Environmentally Tight TiO 2 –SiO 2 Porous 1D‐Photonic Structures

Although thin film porosity is the basis of many optical sensors, it can be deleterious for a stable optical behavior of passive optical elements due to the condensation of water and other vapors in their pores. This paper proposes a new strategy for the magnetron sputtering (MS) fabrication of environmentally tight SiO 2 –TiO 2 porous multilayers. Thin films of these two oxides deposited in an oblique angle configuration (MS‐OAD) present a nanocolumnar and highly porous nanostructure and, as a consequence, experience significant changes in their optical properties when exposed to water vapor.
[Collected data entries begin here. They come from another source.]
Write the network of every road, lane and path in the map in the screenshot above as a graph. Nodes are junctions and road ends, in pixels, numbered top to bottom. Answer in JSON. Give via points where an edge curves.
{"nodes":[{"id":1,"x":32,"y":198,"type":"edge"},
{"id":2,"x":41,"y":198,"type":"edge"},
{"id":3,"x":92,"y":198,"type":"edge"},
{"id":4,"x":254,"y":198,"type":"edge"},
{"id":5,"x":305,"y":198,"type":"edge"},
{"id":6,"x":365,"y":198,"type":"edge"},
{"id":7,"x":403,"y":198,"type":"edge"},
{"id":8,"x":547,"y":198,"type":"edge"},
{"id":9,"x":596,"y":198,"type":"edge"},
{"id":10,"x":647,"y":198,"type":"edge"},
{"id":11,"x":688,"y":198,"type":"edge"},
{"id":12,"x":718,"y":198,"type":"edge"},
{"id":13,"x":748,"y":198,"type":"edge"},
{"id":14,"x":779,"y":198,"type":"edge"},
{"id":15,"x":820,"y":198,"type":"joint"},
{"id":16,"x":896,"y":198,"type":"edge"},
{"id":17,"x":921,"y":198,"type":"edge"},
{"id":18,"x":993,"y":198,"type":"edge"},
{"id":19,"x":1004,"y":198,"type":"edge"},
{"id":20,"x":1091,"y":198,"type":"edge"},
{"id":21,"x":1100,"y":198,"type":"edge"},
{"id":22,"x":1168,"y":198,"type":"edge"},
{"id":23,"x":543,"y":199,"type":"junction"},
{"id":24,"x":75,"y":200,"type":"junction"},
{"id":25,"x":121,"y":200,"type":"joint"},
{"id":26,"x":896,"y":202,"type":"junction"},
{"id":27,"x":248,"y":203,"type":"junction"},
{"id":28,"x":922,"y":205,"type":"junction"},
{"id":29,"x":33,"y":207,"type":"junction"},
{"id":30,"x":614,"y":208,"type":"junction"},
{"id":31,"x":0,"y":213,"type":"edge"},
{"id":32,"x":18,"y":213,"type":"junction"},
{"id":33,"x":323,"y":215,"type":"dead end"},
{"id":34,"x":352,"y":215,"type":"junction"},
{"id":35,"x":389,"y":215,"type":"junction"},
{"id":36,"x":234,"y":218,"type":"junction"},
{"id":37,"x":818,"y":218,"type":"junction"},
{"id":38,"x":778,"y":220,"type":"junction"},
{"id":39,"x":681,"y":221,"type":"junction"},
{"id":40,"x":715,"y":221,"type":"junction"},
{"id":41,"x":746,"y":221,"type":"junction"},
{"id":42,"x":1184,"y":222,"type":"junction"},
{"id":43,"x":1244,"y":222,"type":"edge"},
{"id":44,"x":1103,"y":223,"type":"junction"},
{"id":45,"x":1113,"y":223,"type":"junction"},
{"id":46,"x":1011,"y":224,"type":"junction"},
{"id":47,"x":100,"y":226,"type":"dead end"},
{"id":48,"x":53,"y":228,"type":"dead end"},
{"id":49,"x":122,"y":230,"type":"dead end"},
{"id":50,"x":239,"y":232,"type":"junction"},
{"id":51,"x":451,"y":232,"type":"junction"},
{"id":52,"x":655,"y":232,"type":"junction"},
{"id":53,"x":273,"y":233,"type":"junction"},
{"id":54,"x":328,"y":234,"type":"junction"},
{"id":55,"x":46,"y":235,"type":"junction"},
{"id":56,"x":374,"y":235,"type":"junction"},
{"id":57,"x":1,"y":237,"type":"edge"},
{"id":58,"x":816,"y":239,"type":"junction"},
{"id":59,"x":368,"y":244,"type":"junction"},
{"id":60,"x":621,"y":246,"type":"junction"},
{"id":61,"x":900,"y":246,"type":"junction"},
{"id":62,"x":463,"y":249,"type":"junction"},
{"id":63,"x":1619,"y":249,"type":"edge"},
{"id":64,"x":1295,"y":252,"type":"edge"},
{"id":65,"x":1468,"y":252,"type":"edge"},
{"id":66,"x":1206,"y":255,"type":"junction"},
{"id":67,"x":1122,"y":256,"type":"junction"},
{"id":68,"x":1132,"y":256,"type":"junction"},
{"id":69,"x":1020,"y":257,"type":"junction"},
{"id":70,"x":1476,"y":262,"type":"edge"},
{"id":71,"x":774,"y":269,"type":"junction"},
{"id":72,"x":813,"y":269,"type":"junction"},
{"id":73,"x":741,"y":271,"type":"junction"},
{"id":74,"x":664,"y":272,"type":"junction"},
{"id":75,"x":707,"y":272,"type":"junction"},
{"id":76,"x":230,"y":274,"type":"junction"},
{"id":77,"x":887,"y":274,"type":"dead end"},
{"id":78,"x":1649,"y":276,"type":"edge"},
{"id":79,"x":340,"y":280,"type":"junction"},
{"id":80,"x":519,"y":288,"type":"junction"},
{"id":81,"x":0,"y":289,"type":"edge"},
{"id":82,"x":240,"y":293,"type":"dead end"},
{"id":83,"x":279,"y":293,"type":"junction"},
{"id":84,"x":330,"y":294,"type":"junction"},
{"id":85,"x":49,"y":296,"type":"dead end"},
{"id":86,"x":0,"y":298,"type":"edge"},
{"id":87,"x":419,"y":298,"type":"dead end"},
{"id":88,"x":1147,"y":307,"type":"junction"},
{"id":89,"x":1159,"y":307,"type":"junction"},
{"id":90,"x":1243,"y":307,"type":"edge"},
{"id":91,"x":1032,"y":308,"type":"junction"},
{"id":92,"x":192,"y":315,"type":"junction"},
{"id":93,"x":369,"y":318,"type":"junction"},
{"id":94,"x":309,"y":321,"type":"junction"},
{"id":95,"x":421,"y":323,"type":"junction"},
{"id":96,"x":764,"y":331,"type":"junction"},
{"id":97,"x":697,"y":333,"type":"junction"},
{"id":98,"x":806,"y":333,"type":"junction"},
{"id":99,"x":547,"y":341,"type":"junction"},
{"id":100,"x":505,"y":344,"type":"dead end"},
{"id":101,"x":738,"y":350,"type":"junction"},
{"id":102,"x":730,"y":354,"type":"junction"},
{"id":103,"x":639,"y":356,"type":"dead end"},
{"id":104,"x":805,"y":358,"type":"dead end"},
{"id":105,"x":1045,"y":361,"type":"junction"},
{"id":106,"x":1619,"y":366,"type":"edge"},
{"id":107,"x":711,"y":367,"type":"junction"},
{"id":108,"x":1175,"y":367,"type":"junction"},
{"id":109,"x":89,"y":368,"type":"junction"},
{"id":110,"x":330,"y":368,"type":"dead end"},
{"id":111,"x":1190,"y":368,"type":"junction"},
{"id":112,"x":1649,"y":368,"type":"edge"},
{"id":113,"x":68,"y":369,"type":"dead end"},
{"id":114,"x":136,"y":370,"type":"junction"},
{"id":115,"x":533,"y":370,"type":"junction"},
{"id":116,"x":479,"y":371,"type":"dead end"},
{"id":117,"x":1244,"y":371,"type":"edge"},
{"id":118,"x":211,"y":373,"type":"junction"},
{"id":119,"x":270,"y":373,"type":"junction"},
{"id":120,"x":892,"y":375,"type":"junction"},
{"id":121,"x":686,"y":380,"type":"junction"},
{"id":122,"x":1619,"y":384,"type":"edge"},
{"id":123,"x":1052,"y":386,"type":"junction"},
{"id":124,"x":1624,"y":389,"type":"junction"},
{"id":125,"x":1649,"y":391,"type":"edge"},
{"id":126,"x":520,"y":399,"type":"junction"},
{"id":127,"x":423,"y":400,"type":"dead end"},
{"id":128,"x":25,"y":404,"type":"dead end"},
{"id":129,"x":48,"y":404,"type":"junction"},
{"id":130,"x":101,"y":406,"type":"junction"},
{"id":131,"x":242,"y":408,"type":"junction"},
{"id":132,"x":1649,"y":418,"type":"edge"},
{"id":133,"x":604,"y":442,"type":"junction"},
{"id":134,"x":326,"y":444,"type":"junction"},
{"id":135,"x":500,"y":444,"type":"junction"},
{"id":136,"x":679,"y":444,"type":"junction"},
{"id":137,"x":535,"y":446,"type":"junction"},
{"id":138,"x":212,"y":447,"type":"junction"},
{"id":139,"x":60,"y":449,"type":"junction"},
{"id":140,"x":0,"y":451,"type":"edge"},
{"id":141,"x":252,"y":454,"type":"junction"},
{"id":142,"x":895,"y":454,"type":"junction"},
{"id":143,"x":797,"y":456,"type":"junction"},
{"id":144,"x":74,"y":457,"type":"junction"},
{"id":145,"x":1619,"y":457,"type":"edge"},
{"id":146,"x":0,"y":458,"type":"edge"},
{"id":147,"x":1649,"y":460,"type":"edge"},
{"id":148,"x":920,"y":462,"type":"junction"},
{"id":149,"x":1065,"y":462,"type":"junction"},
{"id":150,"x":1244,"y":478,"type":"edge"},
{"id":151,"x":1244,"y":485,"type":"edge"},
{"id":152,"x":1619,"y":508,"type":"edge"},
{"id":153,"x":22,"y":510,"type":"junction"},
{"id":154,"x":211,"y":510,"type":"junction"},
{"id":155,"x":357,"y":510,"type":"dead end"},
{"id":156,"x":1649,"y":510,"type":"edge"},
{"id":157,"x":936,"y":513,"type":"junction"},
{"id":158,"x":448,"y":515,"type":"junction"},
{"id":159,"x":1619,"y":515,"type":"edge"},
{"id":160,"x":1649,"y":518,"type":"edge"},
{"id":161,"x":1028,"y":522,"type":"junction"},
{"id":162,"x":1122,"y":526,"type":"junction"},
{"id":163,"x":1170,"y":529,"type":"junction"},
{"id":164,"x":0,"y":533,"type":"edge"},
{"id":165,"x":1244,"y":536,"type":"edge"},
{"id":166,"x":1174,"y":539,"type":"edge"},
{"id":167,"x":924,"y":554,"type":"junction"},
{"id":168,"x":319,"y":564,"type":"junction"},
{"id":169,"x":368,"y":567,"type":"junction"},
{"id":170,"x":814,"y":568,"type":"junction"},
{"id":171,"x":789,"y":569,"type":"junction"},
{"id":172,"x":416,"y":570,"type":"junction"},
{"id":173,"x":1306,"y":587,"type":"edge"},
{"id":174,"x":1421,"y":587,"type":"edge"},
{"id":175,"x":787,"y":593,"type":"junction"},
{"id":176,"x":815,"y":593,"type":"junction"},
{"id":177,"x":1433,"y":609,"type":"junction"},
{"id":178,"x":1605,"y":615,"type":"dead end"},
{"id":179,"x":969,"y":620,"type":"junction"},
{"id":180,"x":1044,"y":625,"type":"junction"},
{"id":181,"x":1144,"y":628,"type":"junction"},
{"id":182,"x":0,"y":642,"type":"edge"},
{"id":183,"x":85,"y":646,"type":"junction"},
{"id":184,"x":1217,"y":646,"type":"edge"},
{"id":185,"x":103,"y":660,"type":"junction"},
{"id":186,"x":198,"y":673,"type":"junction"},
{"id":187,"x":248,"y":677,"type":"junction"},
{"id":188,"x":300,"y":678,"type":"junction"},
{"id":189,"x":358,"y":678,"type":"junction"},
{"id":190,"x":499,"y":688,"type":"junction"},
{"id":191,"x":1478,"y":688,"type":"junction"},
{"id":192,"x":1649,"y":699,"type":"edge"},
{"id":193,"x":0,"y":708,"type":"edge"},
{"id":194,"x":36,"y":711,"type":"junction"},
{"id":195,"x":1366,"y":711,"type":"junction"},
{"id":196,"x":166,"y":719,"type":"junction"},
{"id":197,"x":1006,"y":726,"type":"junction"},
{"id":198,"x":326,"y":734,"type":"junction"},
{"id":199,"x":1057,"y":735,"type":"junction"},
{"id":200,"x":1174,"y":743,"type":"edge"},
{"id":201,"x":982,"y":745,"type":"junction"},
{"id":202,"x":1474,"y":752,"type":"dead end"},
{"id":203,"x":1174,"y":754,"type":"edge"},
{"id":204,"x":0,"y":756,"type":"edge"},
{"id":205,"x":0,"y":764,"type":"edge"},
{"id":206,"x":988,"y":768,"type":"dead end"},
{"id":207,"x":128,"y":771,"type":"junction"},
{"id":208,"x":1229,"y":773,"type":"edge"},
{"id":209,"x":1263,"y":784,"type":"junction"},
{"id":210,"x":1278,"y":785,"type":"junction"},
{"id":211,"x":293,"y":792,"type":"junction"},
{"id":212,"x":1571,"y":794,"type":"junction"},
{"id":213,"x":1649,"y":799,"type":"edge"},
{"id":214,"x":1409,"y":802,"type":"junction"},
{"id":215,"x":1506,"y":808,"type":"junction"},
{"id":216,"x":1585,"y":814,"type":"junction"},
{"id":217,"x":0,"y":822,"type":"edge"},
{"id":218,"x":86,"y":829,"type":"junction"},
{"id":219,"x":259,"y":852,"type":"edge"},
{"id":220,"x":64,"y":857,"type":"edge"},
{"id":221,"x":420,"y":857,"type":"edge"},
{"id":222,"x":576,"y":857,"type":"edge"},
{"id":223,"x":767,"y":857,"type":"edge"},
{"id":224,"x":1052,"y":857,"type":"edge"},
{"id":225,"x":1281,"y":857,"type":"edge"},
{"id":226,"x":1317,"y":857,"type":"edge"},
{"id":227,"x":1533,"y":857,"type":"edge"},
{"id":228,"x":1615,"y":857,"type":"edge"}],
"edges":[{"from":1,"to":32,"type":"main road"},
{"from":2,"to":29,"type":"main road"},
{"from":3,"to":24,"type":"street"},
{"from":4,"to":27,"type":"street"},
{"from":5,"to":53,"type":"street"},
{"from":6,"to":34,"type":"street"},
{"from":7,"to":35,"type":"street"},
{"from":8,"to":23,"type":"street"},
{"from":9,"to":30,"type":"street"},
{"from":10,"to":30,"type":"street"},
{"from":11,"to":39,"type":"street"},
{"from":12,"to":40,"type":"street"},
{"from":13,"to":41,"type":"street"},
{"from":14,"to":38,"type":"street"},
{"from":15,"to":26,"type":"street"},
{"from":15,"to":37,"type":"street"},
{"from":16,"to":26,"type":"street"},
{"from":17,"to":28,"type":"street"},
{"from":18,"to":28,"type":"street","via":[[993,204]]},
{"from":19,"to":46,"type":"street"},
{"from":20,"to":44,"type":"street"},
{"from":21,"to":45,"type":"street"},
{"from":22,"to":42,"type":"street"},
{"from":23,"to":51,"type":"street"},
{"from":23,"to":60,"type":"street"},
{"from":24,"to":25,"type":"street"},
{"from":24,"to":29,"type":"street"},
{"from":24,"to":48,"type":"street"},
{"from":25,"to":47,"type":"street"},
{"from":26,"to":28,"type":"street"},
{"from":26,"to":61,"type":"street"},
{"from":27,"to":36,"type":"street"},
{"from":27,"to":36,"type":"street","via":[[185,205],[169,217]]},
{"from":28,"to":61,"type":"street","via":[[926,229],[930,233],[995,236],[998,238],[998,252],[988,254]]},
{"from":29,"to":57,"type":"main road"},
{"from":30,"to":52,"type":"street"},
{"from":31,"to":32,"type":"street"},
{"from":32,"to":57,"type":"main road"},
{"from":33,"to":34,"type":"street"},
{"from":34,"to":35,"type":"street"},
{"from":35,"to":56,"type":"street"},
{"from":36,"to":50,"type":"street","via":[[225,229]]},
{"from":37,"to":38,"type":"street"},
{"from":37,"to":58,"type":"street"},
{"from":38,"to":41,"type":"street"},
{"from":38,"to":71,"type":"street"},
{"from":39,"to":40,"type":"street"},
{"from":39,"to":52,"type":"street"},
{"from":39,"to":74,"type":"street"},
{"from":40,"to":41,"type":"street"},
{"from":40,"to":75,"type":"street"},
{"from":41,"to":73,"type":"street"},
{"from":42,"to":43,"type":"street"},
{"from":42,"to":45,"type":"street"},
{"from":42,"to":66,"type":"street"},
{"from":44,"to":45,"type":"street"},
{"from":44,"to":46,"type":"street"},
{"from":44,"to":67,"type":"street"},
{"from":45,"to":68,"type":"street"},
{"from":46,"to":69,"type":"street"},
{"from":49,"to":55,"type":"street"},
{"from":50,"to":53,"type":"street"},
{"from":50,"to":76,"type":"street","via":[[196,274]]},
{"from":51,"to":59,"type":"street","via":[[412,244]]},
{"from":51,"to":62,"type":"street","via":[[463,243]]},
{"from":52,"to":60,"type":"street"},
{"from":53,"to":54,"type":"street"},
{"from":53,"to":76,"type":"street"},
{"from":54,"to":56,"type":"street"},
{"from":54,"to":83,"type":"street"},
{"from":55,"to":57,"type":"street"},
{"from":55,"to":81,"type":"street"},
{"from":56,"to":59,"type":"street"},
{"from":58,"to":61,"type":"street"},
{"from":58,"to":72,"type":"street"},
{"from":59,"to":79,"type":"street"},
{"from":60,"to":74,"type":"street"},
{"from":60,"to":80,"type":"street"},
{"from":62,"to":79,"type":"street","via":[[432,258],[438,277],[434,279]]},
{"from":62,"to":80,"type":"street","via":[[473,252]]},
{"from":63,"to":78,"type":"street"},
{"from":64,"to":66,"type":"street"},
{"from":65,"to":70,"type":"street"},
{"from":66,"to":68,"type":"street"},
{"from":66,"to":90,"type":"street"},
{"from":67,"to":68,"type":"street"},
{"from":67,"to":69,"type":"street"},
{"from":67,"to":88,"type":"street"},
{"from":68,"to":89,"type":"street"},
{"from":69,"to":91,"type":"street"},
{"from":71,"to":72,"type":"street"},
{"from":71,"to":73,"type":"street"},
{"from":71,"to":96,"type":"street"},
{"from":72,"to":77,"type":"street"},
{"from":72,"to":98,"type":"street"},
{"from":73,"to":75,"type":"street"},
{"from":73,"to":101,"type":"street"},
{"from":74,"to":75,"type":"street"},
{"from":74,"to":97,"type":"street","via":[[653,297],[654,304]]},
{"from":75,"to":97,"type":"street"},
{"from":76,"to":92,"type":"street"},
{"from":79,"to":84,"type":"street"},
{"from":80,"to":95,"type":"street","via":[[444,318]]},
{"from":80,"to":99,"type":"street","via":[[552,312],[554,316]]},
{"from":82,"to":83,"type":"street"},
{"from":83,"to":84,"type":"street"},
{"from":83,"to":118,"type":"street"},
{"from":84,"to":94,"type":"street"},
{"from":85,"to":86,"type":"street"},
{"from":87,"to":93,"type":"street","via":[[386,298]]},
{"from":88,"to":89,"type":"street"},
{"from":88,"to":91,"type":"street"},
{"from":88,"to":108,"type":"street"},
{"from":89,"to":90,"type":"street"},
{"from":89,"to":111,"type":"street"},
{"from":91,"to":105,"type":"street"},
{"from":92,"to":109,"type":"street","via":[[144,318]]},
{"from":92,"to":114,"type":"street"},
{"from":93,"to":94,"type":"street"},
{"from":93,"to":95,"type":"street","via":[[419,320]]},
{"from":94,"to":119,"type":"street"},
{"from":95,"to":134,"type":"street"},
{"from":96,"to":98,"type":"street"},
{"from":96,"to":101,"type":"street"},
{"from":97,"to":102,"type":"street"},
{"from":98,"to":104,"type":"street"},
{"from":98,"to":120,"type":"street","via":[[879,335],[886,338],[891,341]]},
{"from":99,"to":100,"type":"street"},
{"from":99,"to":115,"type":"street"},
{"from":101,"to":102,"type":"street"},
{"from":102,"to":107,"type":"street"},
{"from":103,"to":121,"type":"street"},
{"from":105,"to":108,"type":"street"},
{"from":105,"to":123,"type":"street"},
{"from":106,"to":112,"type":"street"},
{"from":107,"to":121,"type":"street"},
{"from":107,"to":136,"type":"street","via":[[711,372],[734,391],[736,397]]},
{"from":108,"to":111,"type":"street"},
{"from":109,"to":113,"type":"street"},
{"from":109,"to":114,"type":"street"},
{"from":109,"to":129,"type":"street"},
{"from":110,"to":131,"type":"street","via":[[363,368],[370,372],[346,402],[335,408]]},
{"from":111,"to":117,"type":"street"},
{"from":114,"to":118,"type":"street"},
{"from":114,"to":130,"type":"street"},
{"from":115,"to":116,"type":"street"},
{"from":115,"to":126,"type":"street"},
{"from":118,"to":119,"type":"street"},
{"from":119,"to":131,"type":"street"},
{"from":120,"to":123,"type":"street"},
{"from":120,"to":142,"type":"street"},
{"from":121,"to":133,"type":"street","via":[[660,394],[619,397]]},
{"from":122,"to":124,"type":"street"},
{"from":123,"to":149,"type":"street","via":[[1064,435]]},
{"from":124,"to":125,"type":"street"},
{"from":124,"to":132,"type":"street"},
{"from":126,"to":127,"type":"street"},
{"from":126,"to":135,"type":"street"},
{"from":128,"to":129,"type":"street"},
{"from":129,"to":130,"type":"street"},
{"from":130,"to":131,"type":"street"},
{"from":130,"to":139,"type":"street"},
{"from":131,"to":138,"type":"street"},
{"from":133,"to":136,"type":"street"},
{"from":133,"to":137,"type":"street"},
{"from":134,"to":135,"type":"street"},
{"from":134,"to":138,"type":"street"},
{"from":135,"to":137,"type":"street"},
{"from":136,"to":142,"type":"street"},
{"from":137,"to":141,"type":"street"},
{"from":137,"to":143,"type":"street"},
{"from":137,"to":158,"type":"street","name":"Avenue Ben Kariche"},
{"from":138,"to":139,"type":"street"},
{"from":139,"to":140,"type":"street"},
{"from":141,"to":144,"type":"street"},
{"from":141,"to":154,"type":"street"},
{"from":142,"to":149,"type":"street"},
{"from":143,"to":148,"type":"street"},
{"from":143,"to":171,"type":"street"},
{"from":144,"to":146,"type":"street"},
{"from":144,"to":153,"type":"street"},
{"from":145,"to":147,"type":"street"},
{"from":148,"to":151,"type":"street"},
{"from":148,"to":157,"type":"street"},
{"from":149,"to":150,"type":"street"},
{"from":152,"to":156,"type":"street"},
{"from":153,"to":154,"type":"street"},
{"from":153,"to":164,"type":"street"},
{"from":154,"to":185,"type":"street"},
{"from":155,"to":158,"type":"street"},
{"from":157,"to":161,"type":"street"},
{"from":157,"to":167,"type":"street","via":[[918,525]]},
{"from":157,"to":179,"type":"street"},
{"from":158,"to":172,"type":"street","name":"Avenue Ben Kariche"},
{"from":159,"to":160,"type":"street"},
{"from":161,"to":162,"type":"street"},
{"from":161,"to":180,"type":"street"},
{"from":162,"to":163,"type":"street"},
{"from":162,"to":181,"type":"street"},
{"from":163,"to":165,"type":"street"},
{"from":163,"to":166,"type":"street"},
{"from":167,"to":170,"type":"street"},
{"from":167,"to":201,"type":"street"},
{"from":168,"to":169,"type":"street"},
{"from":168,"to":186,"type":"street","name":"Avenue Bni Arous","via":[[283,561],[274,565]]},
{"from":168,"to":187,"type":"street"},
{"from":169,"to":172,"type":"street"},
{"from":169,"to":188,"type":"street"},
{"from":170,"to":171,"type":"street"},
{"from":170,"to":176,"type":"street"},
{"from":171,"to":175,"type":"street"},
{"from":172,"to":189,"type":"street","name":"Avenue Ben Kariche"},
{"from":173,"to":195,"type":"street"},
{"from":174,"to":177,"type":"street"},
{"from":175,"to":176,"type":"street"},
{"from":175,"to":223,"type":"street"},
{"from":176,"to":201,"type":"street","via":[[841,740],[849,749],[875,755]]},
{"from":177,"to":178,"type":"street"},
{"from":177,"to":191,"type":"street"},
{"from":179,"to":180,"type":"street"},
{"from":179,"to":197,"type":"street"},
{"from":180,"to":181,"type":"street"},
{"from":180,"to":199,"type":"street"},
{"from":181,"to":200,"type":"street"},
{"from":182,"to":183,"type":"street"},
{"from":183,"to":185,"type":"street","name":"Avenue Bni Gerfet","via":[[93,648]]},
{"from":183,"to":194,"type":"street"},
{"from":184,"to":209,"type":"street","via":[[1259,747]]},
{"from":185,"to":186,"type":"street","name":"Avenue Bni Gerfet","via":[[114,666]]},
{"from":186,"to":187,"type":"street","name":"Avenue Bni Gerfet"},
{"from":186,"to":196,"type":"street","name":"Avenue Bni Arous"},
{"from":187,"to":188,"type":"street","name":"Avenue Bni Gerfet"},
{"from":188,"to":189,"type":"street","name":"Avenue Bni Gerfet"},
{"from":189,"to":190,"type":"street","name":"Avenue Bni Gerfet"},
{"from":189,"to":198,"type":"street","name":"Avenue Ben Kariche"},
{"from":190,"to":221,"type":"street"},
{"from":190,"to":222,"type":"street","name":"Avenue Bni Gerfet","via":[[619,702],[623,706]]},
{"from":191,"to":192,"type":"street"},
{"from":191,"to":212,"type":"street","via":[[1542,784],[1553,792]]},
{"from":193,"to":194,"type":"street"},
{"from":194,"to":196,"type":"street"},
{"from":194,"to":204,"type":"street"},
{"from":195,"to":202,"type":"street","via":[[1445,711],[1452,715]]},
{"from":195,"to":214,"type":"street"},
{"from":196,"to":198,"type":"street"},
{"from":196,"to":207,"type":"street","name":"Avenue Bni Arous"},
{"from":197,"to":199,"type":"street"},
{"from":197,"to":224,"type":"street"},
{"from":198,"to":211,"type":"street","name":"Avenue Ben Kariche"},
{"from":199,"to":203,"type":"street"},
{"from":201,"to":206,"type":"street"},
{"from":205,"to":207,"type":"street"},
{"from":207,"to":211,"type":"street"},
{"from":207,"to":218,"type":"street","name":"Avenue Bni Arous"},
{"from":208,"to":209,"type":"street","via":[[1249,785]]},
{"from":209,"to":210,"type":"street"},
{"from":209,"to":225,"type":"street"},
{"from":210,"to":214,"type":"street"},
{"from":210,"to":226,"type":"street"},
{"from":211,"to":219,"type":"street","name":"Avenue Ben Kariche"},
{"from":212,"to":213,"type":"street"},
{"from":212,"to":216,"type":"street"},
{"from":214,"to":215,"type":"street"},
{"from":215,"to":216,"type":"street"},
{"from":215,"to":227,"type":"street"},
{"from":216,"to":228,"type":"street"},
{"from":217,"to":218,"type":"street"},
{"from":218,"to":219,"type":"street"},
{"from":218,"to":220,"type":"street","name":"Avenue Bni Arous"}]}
Similarly, the optical properties of Bragg reflectors and Bragg microcavities made of the stacking of porous and compact SiO 2 and TiO 2 thin films experience reversible changes when these 1D‐photonic structures are exposed to water pressure. A key finding of this work is that a very thin capping layer of SiO 2 deposited on the surface of porous SiO 2 films in the stack, at the interlayer between the two oxides, efficiently seals the pores making the photonic structures environmentally tight. This capping layer approach is a useful strategy to incorporate porosity as an additional parameter to design the optical behavior of planar photonic structures while preserving optical and environmental stability.